Benedicto me hacía sentar a su lado y, en tres o cuatro minutos, hacía un resumen muy ordenado y claro del contenido de la conversación: primera, segunda, tercera... pregunta... respuesta... yo tomaba algunas notas, le daba las gracias y me iba. Francisco, en cambio, de pie y como charlando, me decía: “Sabes, este hombre es muy honesto, se preocupa por los migrantes, ama a su familia, con él se podrá dialogar...” o bien: “No me parece muy fiable...” y así sucesivamente. En resumen: Benedicto, los contenidos; Francisco, centrado en la persona, para iniciar un camino, para buscar un encuentro.
Cuando le dije, creo que más de una vez, que, naturalmente, yo estaba totalmente dispuesto a ser sustituido en el momento que él deseara, fue muy amable y me respondió con franqueza que, por entonces, le parecía bien que continuara, porque, dado que él a veces no se preocupaba demasiado por ser prudente, era conveniente tener un colaborador que intentara serlo.

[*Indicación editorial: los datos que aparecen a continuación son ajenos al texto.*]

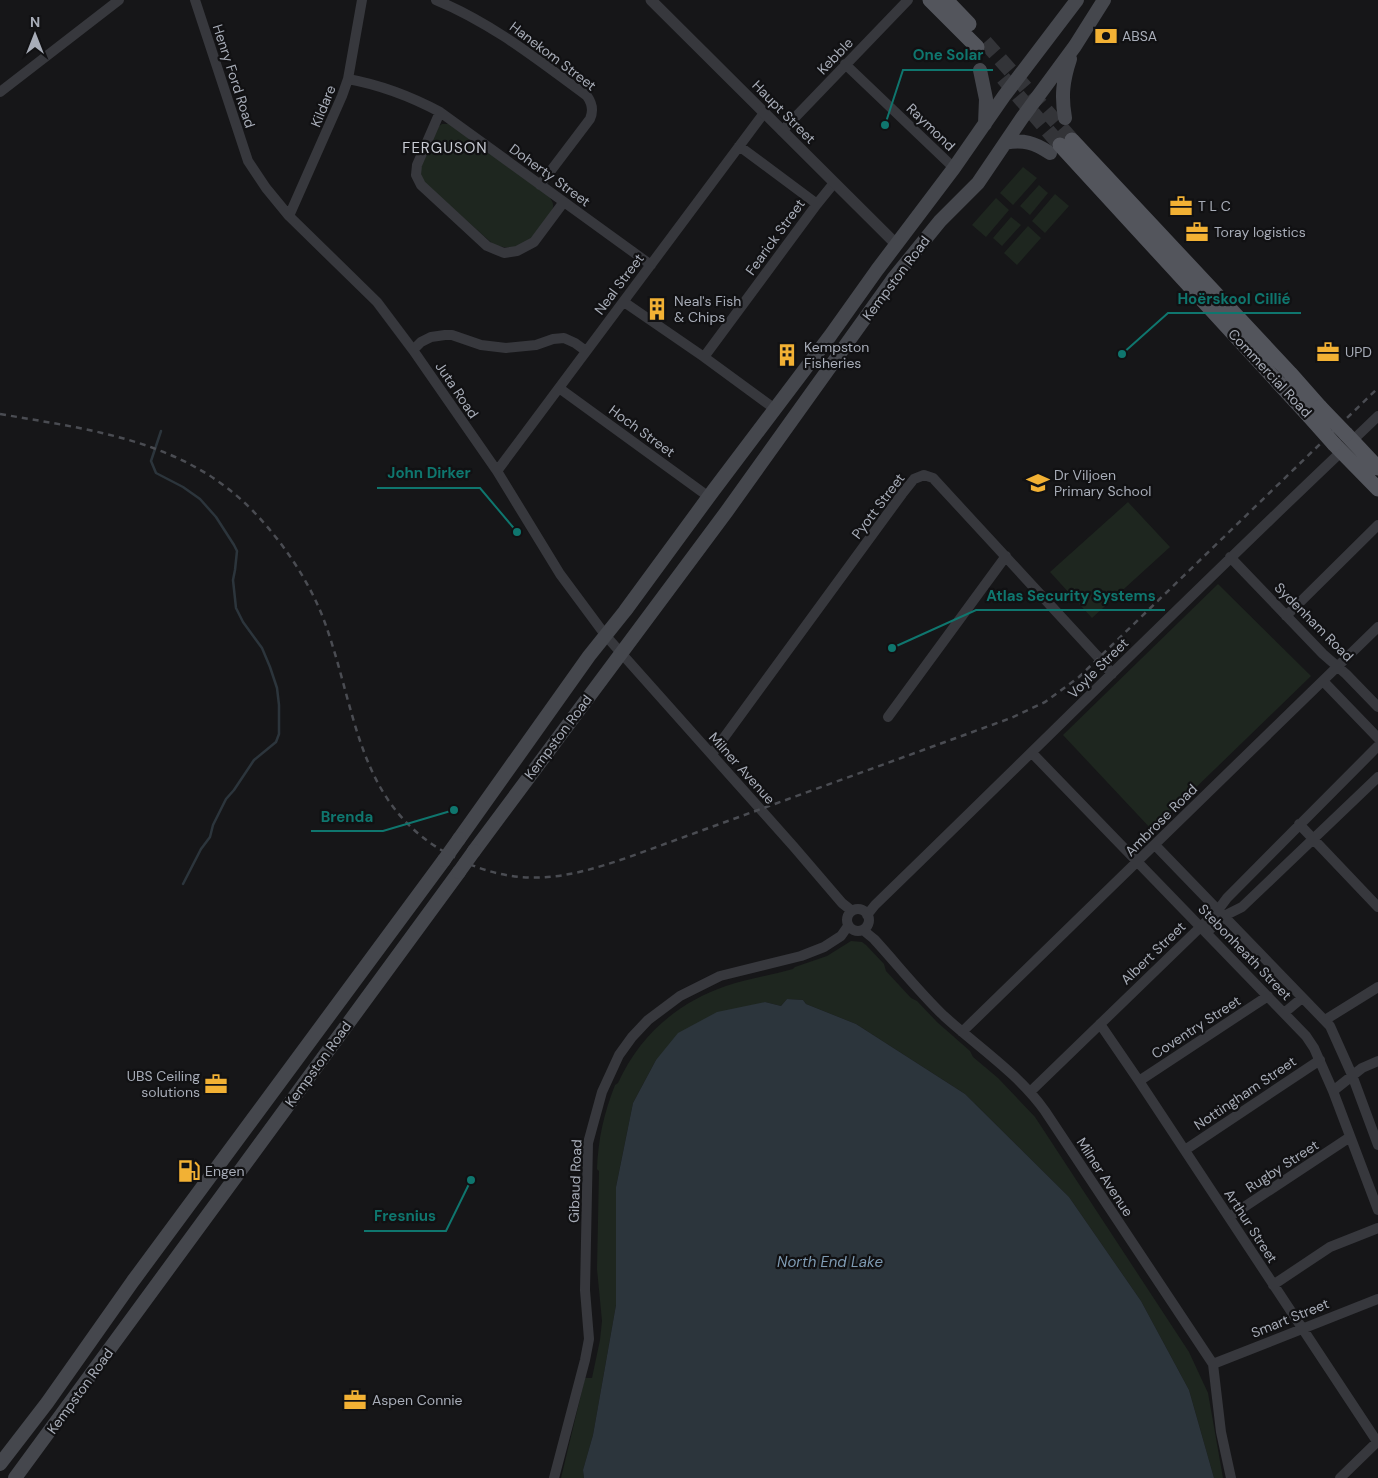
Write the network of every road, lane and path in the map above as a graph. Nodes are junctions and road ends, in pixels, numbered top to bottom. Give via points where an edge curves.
1 (119, 0) edge
2 (195, 0) edge
3 (362, 0) edge
4 (436, 0) edge
5 (651, 0) edge
6 (908, 0) edge
7 (930, 0) edge
8 (946, 0) edge
9 (1077, 0) edge
10 (1104, 0) edge
11 (1075, 46) junction
12 (845, 64) junction
13 (980, 70) dead end
14 (348, 79) junction
15 (0, 92) edge
16 (440, 112) junction
17 (764, 113) junction
18 (1065, 118) dead end
19 (985, 124) junction
20 (782, 131) junction
21 (1005, 143) junction
22 (739, 146) junction
23 (1061, 146) joint
24 (248, 161) joint
25 (954, 168) junction
26 (834, 183) junction
27 (540, 185) junction
28 (563, 203) junction
29 (817, 204) junction
30 (289, 216) junction
31 (897, 245) junction
32 (651, 265) junction
33 (624, 302) junction
34 (413, 350) junction
35 (586, 351) junction
36 (704, 357) junction
37 (559, 388) junction
38 (775, 409) junction
39 (1378, 416) edge
40 (1344, 443) junction
41 (1378, 468) edge
42 (497, 472) junction
43 (1378, 489) edge
44 (709, 497) junction
45 (1378, 525) edge
46 (1006, 556) junction
47 (1230, 557) junction
48 (1286, 616) junction
49 (1378, 627) edge
50 (606, 636) junction
51 (620, 653) junction
52 (1337, 666) junction
53 (1112, 674) junction
54 (1323, 681) junction
55 (1378, 707) edge
56 (888, 717) dead end
57 (1378, 738) edge
58 (1378, 746) edge
59 (1032, 753) junction
60 (712, 754) junction
61 (1378, 777) edge
62 (1299, 824) junction
63 (1313, 839) junction
64 (1155, 845) junction
65 (1138, 862) junction
66 (1378, 907) edge
67 (1221, 913) junction
68 (858, 920) junction
69 (1204, 929) junction
70 (1378, 987) edge
71 (1268, 996) junction
72 (1302, 998) junction
73 (1284, 1013) junction
74 (1325, 1020) junction
75 (1100, 1024) junction
76 (962, 1032) junction
77 (1320, 1060) junction
78 (1378, 1061) edge
79 (1352, 1075) junction
80 (1139, 1081) junction
81 (1333, 1091) junction
82 (1030, 1092) junction
83 (1350, 1137) junction
84 (1378, 1145) edge
85 (1185, 1150) junction
86 (1373, 1182) edge
87 (1378, 1210) edge
88 (1229, 1217) junction
89 (1378, 1228) edge
90 (1273, 1285) junction
91 (1378, 1299) edge
92 (1302, 1328) junction
93 (1213, 1364) junction
94 (1377, 1442) edge
95 (0, 1464) edge
96 (15, 1478) edge
97 (554, 1478) edge
98 (1230, 1478) edge
99 (1340, 1478) edge

1 - 15 street
2 - 24 street, Henry Ford Road
3 - 14 street, Kildare
4 - 27 street, Hanekom Street via 506,36 592,103 590,119
5 - 17 street, Haupt Street
6 - 12 street, Kebble
7 - 8 main road via 981,44
9 - 19 main road, Kempston Road
10 - 11 main road, Kempston Road
11 - 18 main road via 1064,80 1062,100
11 - 21 main road, Kempston Road
12 - 20 street, Kebble
12 - 25 street, Raymond
13 - 19 main road via 986,99
14 - 16 street, Doherty Street via 389,89
14 - 30 street, Kildare
16 - 27 street, Doherty Street
16 - 28 street via 417,165 416,179 487,246 504,253 517,252 529,246
17 - 20 street, Haupt Street
17 - 22 street, Neal Street
19 - 25 main road, Kempston Road
20 - 26 street, Haupt Street
21 - 23 main road
21 - 51 main road, Kempston Road via 978,183 940,221 893,279 727,511
22 - 29 street
22 - 32 street, Neal Street
23 - 40 main road, Commercial Road, bridge
24 - 30 street, Juta Road
25 - 31 main road, Kempston Road
26 - 29 street, Fearick Street
26 - 31 street, Haupt Street
27 - 28 street, Doherty Street
28 - 32 street, Doherty Street
29 - 36 street, Fearick Street
30 - 34 street, Juta Road via 377,302
31 - 38 main road, Kempston Road
32 - 33 street, Neal Street
33 - 35 street, Neal Street
33 - 36 street
34 - 35 street via 431,337 445,335 506,348 536,346 564,338
34 - 42 street, Juta Road
35 - 37 street, Neal Street
36 - 38 street
37 - 42 street, Neal Street
37 - 44 street, Hoch Street
38 - 44 main road, Kempston Road
39 - 40 street, Voyle Street
40 - 41 main road, Commercial Road
40 - 43 main road, Commercial Road
40 - 47 street, Voyle Street
42 - 50 street, Juta Road via 560,574
44 - 50 main road, Kempston Road
45 - 48 street
46 - 53 street, Pyott Street
46 - 56 street
46 - 60 street, Pyott Street via 933,478 924,475 914,479
47 - 48 street, Sydenham Road
47 - 53 street, Voyle Street
48 - 52 street, Sydenham Road
49 - 52 street, Ambrose Road
50 - 51 street, Juta Road
50 - 95 main road, Kempston Road, bridge
51 - 60 street, Milner Avenue
51 - 96 main road, Kempston Road, bridge
52 - 54 street, Ambrose Road
52 - 55 street, Sydenham Road
53 - 59 street, Voyle Street
54 - 57 street
54 - 64 street, Ambrose Road
58 - 62 street, Albert Street
59 - 65 street, Stebonheath Street
59 - 68 street, Voyle Street
60 - 68 street, Milner Avenue
61 - 63 street, Albert Street
62 - 63 street
62 - 67 street, Albert Street via 1227,898
63 - 66 street
63 - 67 street, Albert Street via 1242,907
64 - 65 street, Ambrose Road
64 - 67 street, Stebonheath Street
65 - 69 street, Stebonheath Street
65 - 76 street, Ambrose Road
67 - 69 street, Albert Street
67 - 72 street, Stebonheath Street
68 - 76 street, Milner Avenue via 933,1005
68 - 97 street, Gibaud Road via 824,947 801,956 729,973 693,989 648,1020 619,1055 602,1092 588,1143 585,1290 589,1338
69 - 71 street, Stebonheath Street
69 - 75 street, Albert Street
70 - 74 street
71 - 73 street, Stebonheath Street
71 - 80 street, Coventry Street
72 - 73 street
72 - 74 street, Stebonheath Street
73 - 77 street, Stebonheath Street via 1306,1036
74 - 79 street, Stebonheath Street
75 - 80 street, Arthur Street
75 - 82 street, Albert Street
76 - 82 street, Milner Avenue
77 - 81 street, Stebonheath Street
77 - 85 street, Nottingham Street
78 - 79 street
79 - 81 street
79 - 84 street, Stebonheath Street
80 - 85 street, Arthur Street
81 - 83 street, Stebonheath Street
82 - 93 street, Milner Avenue
83 - 86 street, Stebonheath Street
83 - 88 street, Rugby Street
85 - 88 street, Arthur Street
86 - 87 street, Stebonheath Street
88 - 90 street, Arthur Street
89 - 90 street via 1330,1247
90 - 92 street, Arthur Street
91 - 92 street, Smart Street
92 - 93 street, Smart Street
92 - 94 street, Arthur Street
93 - 98 street, Milner Avenue
94 - 99 street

Cuando llegó el momento de la sustitución, me dijo que no deseaba que me alejara del Vaticano y que, por lo tanto, asumiera la responsabilidad de la Fundación Ratzinger. Le dije que no me sentía muy inclinado hacia un trabajo predominantemente cultural, pero él se mantuvo en esa idea y la propuso a mis superiores jesuitas. Así han transcurrido estos últimos diez años.
Siempre he pensado que Francisco sentía un gran respeto y amor por Benedicto y que, por eso, durante el tiempo que convivieron en el Vaticano, era conveniente que hubiera alguien cerca que conociera bien y quisiera mucho a ambos.
Desde entonces, cada año le pedí que entregara personalmente el Premio Ratzinger a los candidatos propuestos por nuestra Fundación y aprobados por él. Lo hizo hasta el 1 de diciembre de 2022. Aquella vez, intuyendo que casi con toda seguridad sería la última, porque Benedicto ya estaba muy débil, le propuse un borrador de discurso algo menos breve de lo habitual, con algunos bonitos pensamientos para su predecesor. Lo aceptó con su habitual amabilidad, haciendo solo una brevísima adición por su cuenta.
Dijo de su predecesor: “esos ojos contemplativos que siempre muestra”. Fueron sin duda las palabras más destacadas de aquel discurso. Con toda razón. Bastaban para hacer comprender cómo Francisco y Benedicto se miraban a los ojos con sinceridad, estima y afecto.
La última ocasión de colaboración intensa que tuve con el Papa Francisco fue a propósito del Encuentro que él convocó en el Vaticano, en febrero de 2019, sobre “La protección de los menores en la Iglesia”. Participaban los presidentes de las Conferencias Episcopales y varios otros responsables eclesiales. El Papa me encargó que fuera el “moderador” de la asamblea. Se trataba de un problema que había marcado profundamente la vida de la Iglesia y el servicio de los Papas en las últimas décadas, sobre todo el de Benedicto XVI y el de Francisco.
En aquellos días fueron frecuentes los intercambios con él, en particular por lo que respecta a los encuentros con las víctimas de abusos, a los textos de las intervenciones del propio Papa, etc. Benedicto había llevado una cruz muy pesada, con humildad y verdad, y había dejado en herencia a su sucesor una línea sabia y correcta, para hacer frente a la crisis con escucha de las víctimas, con rigor en la justicia, purificación de la Iglesia y prevención de los abusos.
Pero aún quedaba un largo camino por recorrer. Francisco pudo darse cuenta de ello, se implicó muy profundamente y muy personalmente en este asunto, en particular en la “crisis chilena”. Gracias a ello, la Iglesia ha dado muchos pasos adelante durante su pontificado, en la comprensión, en la definición de las normas, y en la conversión y el actuar como “pueblo de Dios”.
Tanto en el pontificado de Benedicto como en el de Francisco, ésta sigue siendo, quizá, mi experiencia más profunda de participación al servicio del Papa, en el camino eclesial por la senda de la Cruz y la Resurrección de Jesús.